Sources of bias can come from the humans who are responsible for creating the model or generating the data, from the data not being robust and lacking the proper amount of data points to represent a situation accurately, or from the way the model builds upon what users input into the model.

 

Some of the common sources of data bias are: human subconscious prejudices and assumptions; lack of data points creating outputs that misrepresent the situation; and bias feedback loops from the ways users interact with a model that perpetuate bias.

 

We will look at each of these in more detail as well as their impact. Data bias can occur on various stages of the AI process. Data collection: biases may come from distorted survey questions, incomplete data collection, or favoring certain data sources, which can lead to incomplete or distorted datasets that influence AI models to make inaccurate predictions. Historical biases originate from existing prejudices and inequalities within historical records or datasets.

 

Sampling methods: bias in sampling methods occur when samples are selected in a way that does not accurately represent the broader population, which can lead to models that struggle to generalize to real-world scenarios, particularly for underrepresented groups.

 

Bias can occur during data aggregation when data is combined without accounting for subgroup variations, which may lead to obscure disparities among subgroups causing models to overlook specific patterns or needs within the data. Bias can occur during data labeling from subjective or culturally influenced labeling.

 

This can result in inaccurate predictions or classifications when labels reflect subjective judgements.
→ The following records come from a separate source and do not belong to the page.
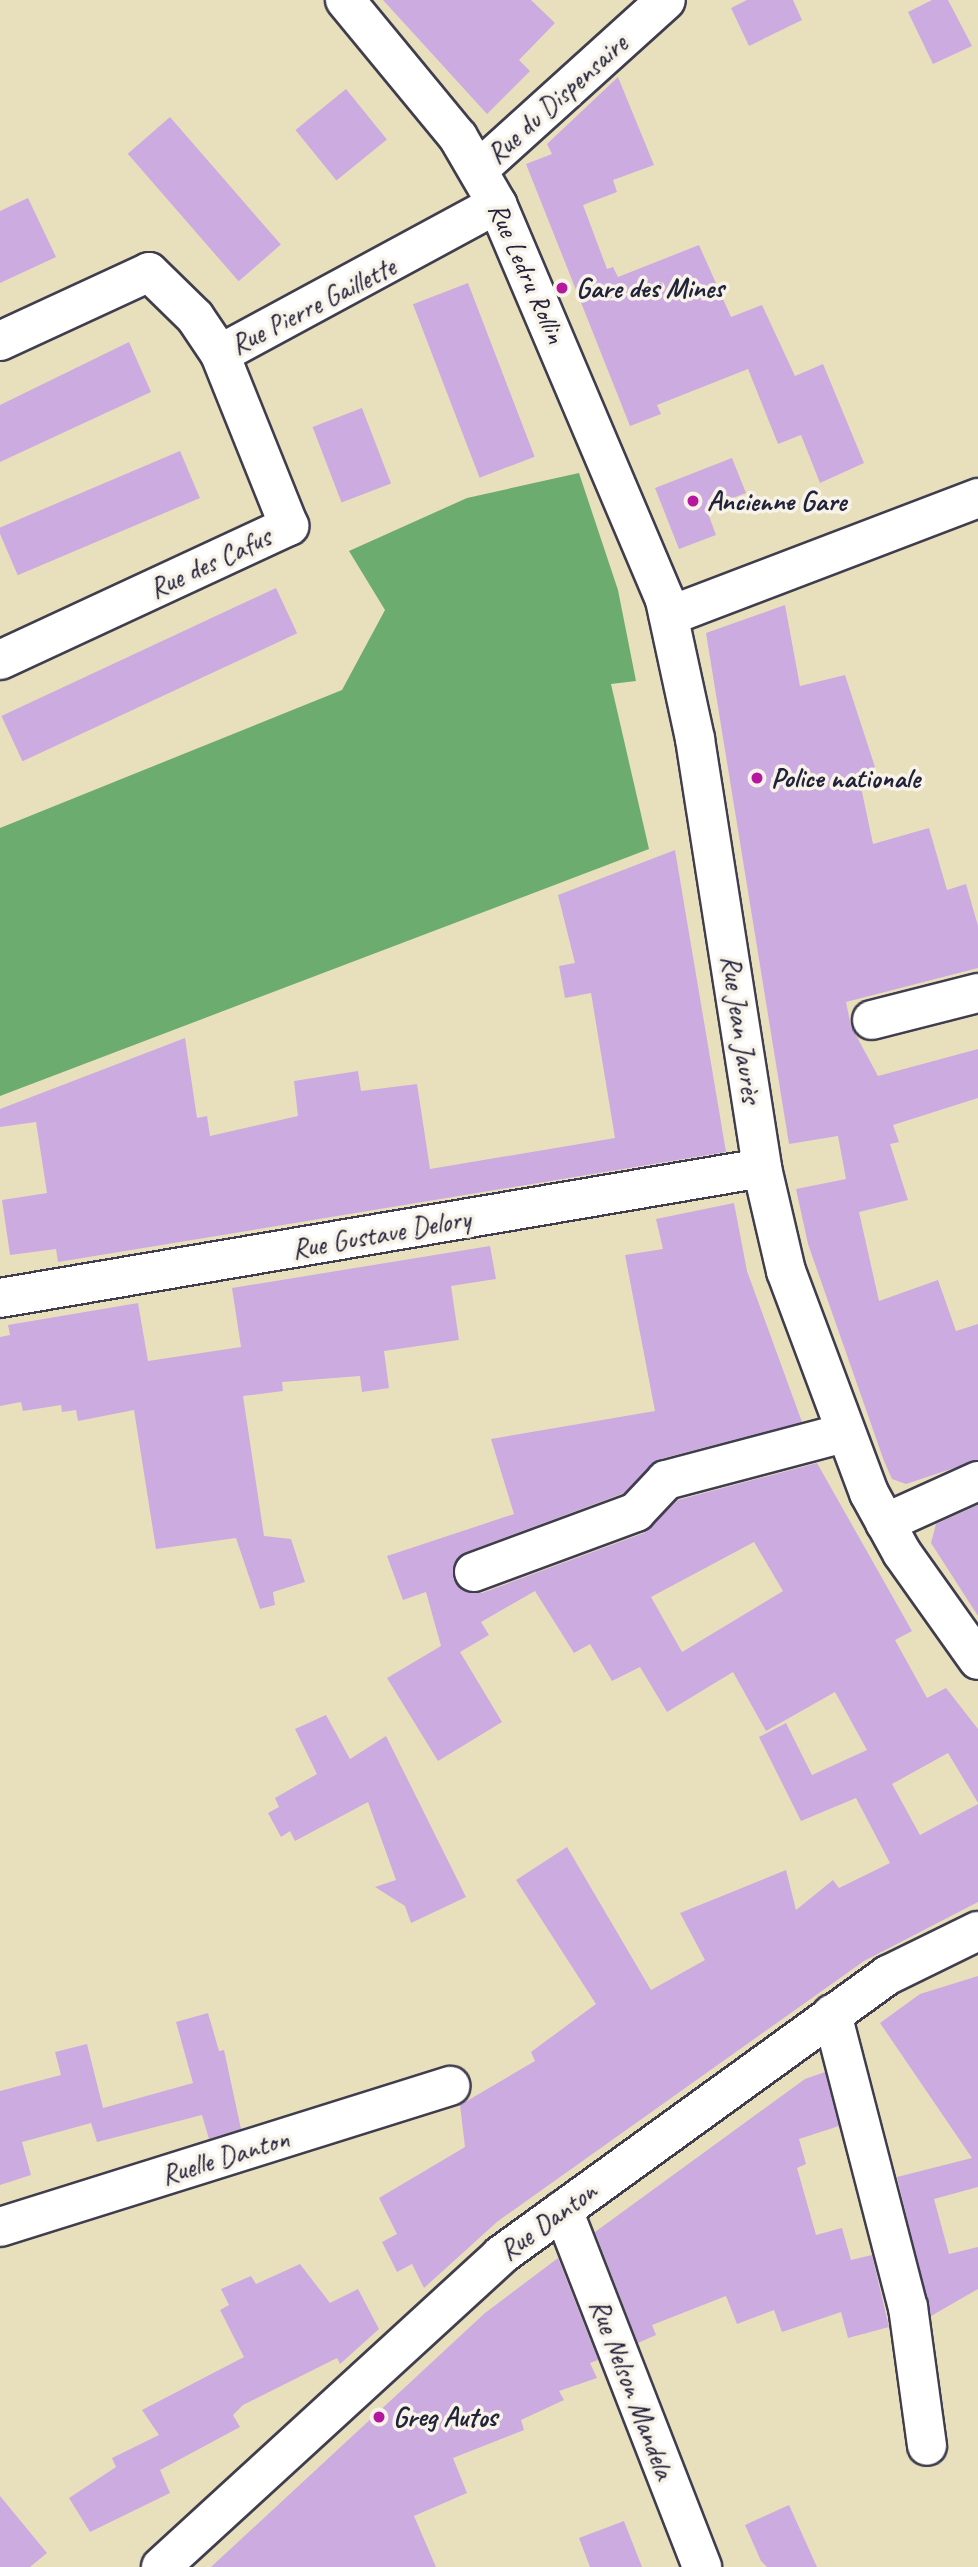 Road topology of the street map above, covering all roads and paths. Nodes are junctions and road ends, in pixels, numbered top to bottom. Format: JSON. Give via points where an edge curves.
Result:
{"nodes":[{"id":1,"x":345,"y":0,"type":"edge"},
{"id":2,"x":666,"y":0,"type":"edge"},
{"id":3,"x":478,"y":170,"type":"junction"},
{"id":4,"x":497,"y":204,"type":"junction"},
{"id":5,"x":0,"y":341,"type":"edge"},
{"id":6,"x":220,"y":354,"type":"junction"},
{"id":7,"x":978,"y":498,"type":"edge"},
{"id":8,"x":669,"y":616,"type":"junction"},
{"id":9,"x":0,"y":660,"type":"edge"},
{"id":10,"x":978,"y":993,"type":"edge"},
{"id":11,"x":872,"y":1020,"type":"dead end"},
{"id":12,"x":762,"y":1168,"type":"junction"},
{"id":13,"x":0,"y":1298,"type":"edge"},
{"id":14,"x":844,"y":1433,"type":"junction"},
{"id":15,"x":978,"y":1481,"type":"edge"},
{"id":16,"x":886,"y":1523,"type":"junction"},
{"id":17,"x":474,"y":1572,"type":"dead end"},
{"id":18,"x":978,"y":1660,"type":"edge"},
{"id":19,"x":978,"y":1931,"type":"edge"},
{"id":20,"x":832,"y":2014,"type":"junction"},
{"id":21,"x":450,"y":2086,"type":"dead end"},
{"id":22,"x":563,"y":2210,"type":"junction"},
{"id":23,"x":0,"y":2227,"type":"edge"},
{"id":24,"x":928,"y":2446,"type":"dead end"},
{"id":25,"x":161,"y":2567,"type":"edge"},
{"id":26,"x":702,"y":2567,"type":"edge"}],
"edges":[{"from":1,"to":3,"type":"street","name":"Rue Ledru Rollin","via":[[417,83]]},
{"from":2,"to":3,"type":"street","name":"Rue du Dispensaire"},
{"from":3,"to":4,"type":"street","name":"Rue Ledru Rollin"},
{"from":4,"to":6,"type":"street","name":"Rue Pierre Gaillette"},
{"from":4,"to":8,"type":"street","name":"Rue Ledru Rollin"},
{"from":5,"to":6,"type":"street","name":"Rue Pierre Gaillette","via":[[149,272],[195,317]]},
{"from":6,"to":9,"type":"street","name":"Rue des Cafus","via":[[289,526]]},
{"from":7,"to":8,"type":"street"},
{"from":8,"to":12,"type":"street","name":"Rue Jean Jaurès"},
{"from":10,"to":11,"type":"street"},
{"from":12,"to":13,"type":"street","name":"Rue Gustave Delory"},
{"from":12,"to":14,"type":"street","name":"Rue Jean Jaurès","via":[[786,1271]]},
{"from":14,"to":16,"type":"street","name":"Rue Jean Jaurès"},
{"from":14,"to":17,"type":"street","via":[[666,1480],[636,1513]]},
{"from":15,"to":16,"type":"street"},
{"from":16,"to":18,"type":"street","name":"Rue Jean Jaurès"},
{"from":19,"to":20,"type":"street","name":"Rue Danton","via":[[908,1962]]},
{"from":20,"to":22,"type":"street","name":"Rue Danton"},
{"from":20,"to":24,"type":"street","via":[[908,2306]]},
{"from":21,"to":23,"type":"street","name":"Ruelle Danton"},
{"from":22,"to":25,"type":"street","name":"Rue Danton","via":[[432,2314]]},
{"from":22,"to":26,"type":"street","name":"Rue Nelson Mandela"}]}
Data preprocessing bias can come from decisions like handling missing values or outliers, and such biased choices can introduce artifacts into the data affecting the performance and fairness of models. When datasets that contain bias are applied to AI and machine learning models, the biases can have a large impact on the ability to make ethical decisions within the data.

 

One issue from these biases existing is that the models trained on data chosen or gathered by humans, and models trained from historical data about human activities, can include insensitive connections or biases. Another issue is that user-generated data can lead to biased feedback loops. Machine learning algorithms could conclude culturally offensive or insensitive information. Models that are trained with data that has been created or gathered by humans, can inherit different cultural and social biases.

 

For example, data from historical sources or past news articles, may produce outputs that contain racial or social language biases. These outputs, in turn, have negative impacts on the decisions being made. For example, an algorithm used to support hiring might be trained to seek applicants that use language commonly associated with men. Data generated by users can produce feedback loops that are rooted in cultural biases. For example, the more users search keywords together, the more the results contain those words, whether the words are searched together or not.

 

When machine learning algorithms make statistical connections, they might produce outcomes that are unlawful or inappropriate. For example, a model looking at loans across a range of ages, could identify that an age group is more likely to default. That information could not be used to make decisions without breaching discrimination laws. When using AI and machine learning models, there are ethical concerns to consider.

 

There are unfortunately many cases of bias in AI, and they have large negative impacts for people. This situation occurs in numerous industries, with people being discriminated against in varying ways.

 

Our first example of AI bias is Amazon's hiring algorithm case study. Because of its success with automation elsewhere at Amazon, there is a push to automate parts of the hiring process. Sorting and scoring resumes, and then recommending the highest-scoring candidates to hiring managers and other HR stakeholders was the objective for the program.

 

Using AI and machine learning, resumes could be analyzed for the right terms and then given preference over resumes that did not include these terms, or at least rank higher than those resumes that included more basic terms and terms that are associated with lower-level skills. The models were trained on data that was heavily focused on male-related terms and their resumes.

 

So, in turn, that is what the model preferred to other options. The model also built on the data and began to devalue resumes that included the word women or lacked male references. The algorithm was scoring highly qualified women lower than their equally qualified male counterparts. This was leading to hiring managers being given information about ranking that was discriminatory against women.

 

The program was ultimately abandoned when it could not be corrected. An investigation by The Markup in 2019 found that applicants of color were 40-80% more likely to be denied loan approvals compared to white applicants. Even in cases where the applicants were identical, the white applicants were approved and the applicants that were Latino, Black, Asian, and others were denied.

 

Outside of the creators of the algorithms used to underwrite the loans, there were few who knew how the algorithm works. This has led to criticism from the public and an impact to the trust in the model that is producing these results. In 2022, there was a viral message that highlighted Twitter's discrimination when selecting which part of a photo to show.

 

The feature was auto cropping pictures to focus on white people over people of color. When the issue was made public, twitter released an explanation to show how it happened and to take accountability for the issue. By being transparent, Twitter was able to maintain trust in their product and alter the program to include a wider variety of source data, so the issue would not continue.